[THE DATA Boundary: Start]
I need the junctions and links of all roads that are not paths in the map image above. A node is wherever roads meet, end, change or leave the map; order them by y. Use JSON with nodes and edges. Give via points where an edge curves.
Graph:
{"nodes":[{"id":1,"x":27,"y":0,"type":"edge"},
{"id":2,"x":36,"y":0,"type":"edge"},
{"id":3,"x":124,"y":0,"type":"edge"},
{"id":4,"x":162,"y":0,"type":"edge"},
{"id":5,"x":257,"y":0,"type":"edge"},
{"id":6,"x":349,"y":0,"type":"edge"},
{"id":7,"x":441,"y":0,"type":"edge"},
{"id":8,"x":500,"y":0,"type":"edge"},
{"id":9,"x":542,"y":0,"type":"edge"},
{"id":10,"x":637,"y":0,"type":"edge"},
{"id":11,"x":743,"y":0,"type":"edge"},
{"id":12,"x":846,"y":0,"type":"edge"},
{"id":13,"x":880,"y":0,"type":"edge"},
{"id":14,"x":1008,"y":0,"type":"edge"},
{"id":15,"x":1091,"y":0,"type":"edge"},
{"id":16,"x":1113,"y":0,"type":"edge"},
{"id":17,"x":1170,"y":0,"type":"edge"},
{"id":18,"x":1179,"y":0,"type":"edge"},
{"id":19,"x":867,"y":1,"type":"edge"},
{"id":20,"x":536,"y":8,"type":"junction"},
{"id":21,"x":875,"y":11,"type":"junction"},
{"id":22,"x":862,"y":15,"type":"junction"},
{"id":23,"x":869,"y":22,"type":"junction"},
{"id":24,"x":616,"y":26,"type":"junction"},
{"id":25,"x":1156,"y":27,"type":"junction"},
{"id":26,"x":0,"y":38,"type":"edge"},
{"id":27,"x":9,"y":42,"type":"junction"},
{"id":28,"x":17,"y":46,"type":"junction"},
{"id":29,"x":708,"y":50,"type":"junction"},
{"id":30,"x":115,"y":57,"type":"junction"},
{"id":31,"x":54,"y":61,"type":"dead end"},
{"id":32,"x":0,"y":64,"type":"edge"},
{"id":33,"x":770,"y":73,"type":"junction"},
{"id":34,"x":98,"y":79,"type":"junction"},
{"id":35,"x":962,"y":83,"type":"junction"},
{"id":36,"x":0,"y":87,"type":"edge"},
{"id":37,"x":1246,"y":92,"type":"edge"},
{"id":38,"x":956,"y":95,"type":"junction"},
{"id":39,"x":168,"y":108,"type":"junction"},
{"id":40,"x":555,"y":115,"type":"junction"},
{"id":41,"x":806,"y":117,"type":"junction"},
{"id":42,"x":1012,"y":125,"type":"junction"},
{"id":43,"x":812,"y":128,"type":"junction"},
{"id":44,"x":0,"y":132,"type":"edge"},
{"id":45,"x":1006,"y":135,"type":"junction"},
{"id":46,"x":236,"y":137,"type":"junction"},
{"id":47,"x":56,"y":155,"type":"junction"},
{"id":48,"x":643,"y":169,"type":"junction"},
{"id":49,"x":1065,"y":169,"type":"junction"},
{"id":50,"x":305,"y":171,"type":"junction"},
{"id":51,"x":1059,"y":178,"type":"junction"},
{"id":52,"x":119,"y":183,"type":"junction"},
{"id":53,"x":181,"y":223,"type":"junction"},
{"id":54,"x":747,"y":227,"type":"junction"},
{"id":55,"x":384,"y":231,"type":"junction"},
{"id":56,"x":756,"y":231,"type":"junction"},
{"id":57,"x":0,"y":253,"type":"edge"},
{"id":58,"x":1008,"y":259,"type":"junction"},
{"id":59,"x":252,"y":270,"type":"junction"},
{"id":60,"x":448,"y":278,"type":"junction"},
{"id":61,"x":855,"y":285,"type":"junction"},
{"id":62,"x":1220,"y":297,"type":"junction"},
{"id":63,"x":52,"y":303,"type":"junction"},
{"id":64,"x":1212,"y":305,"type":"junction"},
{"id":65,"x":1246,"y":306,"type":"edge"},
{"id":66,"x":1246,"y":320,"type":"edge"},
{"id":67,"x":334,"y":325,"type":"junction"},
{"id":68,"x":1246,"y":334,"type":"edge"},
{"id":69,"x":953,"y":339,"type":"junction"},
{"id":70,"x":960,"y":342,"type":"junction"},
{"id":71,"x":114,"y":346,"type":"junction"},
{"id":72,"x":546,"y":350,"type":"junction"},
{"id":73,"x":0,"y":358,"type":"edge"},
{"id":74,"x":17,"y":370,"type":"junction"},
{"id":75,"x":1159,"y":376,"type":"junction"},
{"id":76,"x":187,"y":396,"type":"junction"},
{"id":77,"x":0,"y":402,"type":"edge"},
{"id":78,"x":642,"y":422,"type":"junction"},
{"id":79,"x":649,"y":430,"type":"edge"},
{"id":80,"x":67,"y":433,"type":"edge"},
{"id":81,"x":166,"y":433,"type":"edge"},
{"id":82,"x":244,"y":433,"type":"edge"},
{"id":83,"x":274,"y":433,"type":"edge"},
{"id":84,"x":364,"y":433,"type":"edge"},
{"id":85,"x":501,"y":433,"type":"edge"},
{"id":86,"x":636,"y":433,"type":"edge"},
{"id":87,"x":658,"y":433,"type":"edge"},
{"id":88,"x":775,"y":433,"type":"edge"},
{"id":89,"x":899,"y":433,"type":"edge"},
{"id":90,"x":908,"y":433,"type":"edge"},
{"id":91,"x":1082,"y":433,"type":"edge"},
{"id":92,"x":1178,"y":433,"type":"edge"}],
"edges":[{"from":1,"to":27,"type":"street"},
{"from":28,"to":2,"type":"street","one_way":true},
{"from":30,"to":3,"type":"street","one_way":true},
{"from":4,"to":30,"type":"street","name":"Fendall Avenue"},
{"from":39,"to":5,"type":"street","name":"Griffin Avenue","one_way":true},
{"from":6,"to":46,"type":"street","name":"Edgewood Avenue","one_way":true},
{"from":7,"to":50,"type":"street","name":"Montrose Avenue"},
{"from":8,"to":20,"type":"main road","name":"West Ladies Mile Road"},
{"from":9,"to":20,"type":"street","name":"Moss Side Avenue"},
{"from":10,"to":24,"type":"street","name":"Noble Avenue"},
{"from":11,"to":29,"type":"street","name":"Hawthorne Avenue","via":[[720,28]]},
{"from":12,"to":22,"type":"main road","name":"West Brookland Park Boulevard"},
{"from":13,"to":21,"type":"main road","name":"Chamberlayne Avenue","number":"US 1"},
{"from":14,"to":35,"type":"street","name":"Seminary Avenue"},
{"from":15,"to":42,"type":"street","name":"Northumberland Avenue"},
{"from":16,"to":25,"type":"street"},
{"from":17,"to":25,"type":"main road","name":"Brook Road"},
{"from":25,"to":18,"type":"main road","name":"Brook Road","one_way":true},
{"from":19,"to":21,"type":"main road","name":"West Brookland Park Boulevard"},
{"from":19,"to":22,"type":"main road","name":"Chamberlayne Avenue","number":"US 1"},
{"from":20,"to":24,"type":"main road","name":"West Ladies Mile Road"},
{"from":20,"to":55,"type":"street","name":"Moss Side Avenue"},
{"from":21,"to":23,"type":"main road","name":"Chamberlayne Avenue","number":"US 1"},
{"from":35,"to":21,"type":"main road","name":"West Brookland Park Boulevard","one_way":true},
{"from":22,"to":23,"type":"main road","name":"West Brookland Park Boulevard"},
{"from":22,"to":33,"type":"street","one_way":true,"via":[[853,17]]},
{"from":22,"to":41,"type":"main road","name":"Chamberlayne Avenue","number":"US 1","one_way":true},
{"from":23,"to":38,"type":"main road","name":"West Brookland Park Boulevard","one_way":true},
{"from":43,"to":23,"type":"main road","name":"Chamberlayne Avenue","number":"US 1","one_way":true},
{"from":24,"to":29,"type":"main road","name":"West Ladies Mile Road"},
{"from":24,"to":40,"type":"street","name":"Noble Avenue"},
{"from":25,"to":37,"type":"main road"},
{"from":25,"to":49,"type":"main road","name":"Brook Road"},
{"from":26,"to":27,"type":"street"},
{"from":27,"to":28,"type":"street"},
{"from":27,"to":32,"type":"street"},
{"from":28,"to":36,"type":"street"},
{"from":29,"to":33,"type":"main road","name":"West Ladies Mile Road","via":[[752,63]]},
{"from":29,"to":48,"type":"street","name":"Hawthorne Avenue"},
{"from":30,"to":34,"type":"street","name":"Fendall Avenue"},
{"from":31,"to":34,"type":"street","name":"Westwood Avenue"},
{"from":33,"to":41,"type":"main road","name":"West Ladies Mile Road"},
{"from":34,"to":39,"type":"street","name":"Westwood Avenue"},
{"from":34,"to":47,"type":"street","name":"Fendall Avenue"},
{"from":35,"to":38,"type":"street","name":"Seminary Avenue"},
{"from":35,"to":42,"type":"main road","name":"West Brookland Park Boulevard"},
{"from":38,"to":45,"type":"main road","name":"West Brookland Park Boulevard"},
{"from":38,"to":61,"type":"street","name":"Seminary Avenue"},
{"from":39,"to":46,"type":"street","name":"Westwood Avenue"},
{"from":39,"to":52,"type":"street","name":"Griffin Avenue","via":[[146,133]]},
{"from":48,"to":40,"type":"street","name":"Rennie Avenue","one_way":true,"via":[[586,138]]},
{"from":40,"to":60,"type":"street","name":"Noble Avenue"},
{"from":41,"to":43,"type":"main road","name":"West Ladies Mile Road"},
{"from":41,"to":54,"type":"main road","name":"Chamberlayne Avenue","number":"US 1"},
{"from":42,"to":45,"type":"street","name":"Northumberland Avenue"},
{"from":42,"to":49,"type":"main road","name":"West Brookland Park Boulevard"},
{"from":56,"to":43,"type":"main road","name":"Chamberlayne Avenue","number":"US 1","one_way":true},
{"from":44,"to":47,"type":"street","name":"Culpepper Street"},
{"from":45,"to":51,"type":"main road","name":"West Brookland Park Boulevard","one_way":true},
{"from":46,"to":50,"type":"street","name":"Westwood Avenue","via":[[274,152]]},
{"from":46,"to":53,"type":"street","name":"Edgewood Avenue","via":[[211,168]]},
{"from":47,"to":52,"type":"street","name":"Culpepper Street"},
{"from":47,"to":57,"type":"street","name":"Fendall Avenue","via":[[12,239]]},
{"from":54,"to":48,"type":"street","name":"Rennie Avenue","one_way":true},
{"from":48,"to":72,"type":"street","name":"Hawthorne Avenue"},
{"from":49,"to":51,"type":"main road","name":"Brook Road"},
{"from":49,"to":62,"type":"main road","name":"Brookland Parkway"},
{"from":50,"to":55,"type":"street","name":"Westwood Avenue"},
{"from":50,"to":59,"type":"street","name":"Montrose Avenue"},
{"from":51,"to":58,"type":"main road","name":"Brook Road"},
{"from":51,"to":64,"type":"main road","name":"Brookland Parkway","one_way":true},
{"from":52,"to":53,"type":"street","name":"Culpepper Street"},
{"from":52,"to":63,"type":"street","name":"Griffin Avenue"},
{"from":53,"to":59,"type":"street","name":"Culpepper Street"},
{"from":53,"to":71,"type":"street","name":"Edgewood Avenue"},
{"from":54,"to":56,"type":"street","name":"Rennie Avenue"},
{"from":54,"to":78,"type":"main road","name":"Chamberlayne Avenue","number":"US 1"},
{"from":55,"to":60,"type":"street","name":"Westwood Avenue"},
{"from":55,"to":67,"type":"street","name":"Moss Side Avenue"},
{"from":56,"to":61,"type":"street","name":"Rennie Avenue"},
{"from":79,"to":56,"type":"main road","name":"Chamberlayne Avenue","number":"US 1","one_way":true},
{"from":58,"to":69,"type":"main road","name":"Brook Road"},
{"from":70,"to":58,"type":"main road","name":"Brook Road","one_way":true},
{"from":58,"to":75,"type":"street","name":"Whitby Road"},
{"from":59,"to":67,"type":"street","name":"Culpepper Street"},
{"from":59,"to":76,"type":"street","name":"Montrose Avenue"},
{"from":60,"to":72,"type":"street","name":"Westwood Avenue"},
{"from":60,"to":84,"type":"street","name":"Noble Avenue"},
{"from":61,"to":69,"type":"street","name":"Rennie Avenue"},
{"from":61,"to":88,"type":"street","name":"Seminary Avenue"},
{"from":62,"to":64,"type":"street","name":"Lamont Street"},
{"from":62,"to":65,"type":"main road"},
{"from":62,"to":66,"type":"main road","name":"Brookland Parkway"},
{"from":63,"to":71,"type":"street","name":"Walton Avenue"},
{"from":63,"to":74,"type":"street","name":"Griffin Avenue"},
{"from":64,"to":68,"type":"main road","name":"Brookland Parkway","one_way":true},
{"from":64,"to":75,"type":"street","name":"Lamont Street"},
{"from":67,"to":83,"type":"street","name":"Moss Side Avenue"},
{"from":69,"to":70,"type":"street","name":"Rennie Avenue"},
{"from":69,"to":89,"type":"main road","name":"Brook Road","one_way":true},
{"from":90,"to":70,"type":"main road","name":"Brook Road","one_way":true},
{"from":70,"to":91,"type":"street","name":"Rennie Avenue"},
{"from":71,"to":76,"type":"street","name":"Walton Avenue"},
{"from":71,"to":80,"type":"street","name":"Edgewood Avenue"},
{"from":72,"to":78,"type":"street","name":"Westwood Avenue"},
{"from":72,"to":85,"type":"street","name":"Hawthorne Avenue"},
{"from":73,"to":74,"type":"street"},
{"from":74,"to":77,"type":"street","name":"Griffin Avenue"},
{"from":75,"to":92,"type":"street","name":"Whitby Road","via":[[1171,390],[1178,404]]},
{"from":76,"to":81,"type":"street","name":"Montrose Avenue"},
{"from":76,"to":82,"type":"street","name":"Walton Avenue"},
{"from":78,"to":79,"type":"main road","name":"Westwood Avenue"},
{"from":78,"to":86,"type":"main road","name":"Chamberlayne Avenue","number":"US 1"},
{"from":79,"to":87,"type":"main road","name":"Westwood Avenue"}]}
[THE DATA Boundary: End]
→ TASK BRIEF
From the data above, gather every line that includes the word "Griffin".

→ ANSWER BOX
{"from":39,"to":5,"type":"street","name":"Griffin Avenue","one_way":true},
{"from":39,"to":52,"type":"street","name":"Griffin Avenue","via":[[146,133]]},
{"from":52,"to":63,"type":"street","name":"Griffin Avenue"},
{"from":63,"to":74,"type":"street","name":"Griffin Avenue"},
{"from":74,"to":77,"type":"street","name":"Griffin Avenue"},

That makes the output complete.